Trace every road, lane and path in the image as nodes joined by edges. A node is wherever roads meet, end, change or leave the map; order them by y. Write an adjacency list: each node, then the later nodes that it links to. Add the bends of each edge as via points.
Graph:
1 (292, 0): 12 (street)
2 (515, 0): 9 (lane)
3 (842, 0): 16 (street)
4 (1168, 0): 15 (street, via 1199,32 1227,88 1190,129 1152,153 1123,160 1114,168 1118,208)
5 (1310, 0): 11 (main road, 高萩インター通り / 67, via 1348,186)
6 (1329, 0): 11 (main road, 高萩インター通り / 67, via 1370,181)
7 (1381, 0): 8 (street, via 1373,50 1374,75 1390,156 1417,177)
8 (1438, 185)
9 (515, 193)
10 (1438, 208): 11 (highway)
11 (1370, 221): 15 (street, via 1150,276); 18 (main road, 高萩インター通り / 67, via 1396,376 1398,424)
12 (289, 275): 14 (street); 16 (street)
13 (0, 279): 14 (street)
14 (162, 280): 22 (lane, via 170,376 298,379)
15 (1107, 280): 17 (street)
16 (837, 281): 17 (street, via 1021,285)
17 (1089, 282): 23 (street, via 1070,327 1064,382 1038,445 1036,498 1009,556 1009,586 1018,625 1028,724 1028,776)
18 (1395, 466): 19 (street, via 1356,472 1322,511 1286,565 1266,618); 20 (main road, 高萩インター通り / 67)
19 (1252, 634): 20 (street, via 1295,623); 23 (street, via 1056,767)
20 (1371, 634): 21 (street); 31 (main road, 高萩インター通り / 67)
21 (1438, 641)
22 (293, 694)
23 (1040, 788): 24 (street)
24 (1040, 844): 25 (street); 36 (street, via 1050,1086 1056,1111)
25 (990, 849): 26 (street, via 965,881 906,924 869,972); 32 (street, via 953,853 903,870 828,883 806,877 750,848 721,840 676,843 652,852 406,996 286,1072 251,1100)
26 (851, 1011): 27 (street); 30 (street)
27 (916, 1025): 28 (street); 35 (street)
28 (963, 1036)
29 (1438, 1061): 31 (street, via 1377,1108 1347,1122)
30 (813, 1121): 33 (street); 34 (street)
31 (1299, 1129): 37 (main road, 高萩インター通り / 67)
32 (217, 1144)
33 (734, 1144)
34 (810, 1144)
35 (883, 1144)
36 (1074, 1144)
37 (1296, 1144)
=======
**WHAT TO PRODUCE:** Whichever lines of the records above hold the word "road" should all be copied out.

**RESULT:**
Trace every road, lane and path in the image as nodes joined by edges. A node is wherever roads meet, end, change or leave the map; order them by y. Write an adjacency list: each node, then the later nodes that it links to. Add the bends of each edge as via points.
5 (1310, 0): 11 (main road, 高萩インター通り / 67, via 1348,186)
6 (1329, 0): 11 (main road, 高萩インター通り / 67, via 1370,181)
11 (1370, 221): 15 (street, via 1150,276); 18 (main road, 高萩インター通り / 67, via 1396,376 1398,424)
18 (1395, 466): 19 (street, via 1356,472 1322,511 1286,565 1266,618); 20 (main road, 高萩インター通り / 67)
20 (1371, 634): 21 (street); 31 (main road, 高萩インター通り / 67)
31 (1299, 1129): 37 (main road, 高萩インター通り / 67)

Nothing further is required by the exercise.